Exercise description: Sift through the material below and return the lines with "need".
----- Extracted data
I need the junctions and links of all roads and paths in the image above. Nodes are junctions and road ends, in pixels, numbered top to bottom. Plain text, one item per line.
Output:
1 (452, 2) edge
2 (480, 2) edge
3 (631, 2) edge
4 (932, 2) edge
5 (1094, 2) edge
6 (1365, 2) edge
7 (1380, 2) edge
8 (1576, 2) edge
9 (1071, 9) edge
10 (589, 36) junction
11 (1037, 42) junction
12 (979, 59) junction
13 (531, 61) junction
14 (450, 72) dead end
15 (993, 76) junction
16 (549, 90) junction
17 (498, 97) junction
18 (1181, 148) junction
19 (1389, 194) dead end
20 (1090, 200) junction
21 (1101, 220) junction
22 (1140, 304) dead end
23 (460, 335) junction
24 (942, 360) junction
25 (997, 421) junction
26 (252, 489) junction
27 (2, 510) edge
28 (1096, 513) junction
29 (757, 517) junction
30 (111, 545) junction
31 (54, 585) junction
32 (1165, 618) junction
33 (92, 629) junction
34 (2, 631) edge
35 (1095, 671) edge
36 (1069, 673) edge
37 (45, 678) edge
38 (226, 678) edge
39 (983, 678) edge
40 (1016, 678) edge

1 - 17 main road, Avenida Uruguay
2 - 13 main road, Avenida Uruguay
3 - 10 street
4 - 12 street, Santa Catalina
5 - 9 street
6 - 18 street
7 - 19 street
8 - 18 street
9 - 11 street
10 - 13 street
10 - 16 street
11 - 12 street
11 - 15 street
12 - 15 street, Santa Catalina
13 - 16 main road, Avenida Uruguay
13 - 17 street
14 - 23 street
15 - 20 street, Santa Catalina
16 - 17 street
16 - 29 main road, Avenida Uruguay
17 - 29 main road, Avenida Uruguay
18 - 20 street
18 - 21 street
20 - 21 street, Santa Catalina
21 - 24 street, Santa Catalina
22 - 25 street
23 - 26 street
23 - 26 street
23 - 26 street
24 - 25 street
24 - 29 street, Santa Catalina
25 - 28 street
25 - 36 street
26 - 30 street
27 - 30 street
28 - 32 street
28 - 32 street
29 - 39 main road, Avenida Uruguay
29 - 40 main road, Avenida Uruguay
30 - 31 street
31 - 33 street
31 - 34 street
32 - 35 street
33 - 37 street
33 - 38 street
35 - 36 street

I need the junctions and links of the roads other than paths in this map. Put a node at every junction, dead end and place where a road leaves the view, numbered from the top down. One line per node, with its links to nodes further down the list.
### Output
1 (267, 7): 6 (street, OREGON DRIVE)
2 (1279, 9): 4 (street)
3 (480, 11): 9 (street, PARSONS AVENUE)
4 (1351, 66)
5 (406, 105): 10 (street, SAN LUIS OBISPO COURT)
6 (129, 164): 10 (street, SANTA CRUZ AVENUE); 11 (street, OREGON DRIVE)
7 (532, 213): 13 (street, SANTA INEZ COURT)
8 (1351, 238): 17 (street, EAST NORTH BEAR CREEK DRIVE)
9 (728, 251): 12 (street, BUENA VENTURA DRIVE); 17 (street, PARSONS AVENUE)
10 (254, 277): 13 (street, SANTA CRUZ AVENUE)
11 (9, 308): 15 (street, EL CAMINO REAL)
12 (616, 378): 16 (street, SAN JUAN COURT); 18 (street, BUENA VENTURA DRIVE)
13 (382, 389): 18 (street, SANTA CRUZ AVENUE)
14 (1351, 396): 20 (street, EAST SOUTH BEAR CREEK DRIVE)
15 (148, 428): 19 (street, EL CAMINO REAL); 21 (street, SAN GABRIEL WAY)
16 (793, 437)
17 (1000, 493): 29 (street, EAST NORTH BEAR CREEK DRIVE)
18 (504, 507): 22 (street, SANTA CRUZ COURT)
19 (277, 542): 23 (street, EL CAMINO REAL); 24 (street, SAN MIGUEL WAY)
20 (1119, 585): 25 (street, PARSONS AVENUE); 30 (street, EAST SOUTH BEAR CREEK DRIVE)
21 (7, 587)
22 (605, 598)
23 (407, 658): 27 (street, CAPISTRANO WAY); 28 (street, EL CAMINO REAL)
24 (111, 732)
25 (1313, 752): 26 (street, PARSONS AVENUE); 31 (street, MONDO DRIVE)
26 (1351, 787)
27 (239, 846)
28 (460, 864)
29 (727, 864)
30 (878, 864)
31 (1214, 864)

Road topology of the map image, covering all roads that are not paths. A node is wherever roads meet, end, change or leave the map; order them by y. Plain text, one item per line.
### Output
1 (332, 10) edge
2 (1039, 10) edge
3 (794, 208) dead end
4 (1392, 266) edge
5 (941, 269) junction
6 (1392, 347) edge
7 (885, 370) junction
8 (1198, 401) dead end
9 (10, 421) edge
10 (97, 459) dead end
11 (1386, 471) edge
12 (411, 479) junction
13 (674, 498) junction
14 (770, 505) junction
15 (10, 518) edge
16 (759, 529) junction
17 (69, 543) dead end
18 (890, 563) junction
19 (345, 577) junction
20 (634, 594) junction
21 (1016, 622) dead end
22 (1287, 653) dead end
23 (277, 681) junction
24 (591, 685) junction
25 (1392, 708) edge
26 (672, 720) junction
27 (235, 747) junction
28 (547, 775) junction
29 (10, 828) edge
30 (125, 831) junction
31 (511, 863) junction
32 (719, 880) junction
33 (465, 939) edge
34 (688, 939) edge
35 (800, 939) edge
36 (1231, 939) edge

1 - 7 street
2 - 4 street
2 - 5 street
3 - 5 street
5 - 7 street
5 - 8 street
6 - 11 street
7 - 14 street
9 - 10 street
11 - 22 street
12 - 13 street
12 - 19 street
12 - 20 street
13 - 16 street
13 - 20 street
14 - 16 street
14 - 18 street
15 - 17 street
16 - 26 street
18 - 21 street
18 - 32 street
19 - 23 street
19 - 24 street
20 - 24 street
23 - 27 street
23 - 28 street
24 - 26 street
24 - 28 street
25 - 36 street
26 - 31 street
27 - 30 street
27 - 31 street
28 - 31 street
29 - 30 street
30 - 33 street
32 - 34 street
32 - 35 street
----------
Response below:
I need the junctions and links of all roads and paths in the image above. Nodes are junctions and road ends, in pixels, numbered top to bottom. Plain text, one item per line.
I need the junctions and links of the roads other than paths in this map. Put a node at every junction, dead end and place where a road leaves the view, numbered from the top down. One line per node, with its links to nodes further down the list.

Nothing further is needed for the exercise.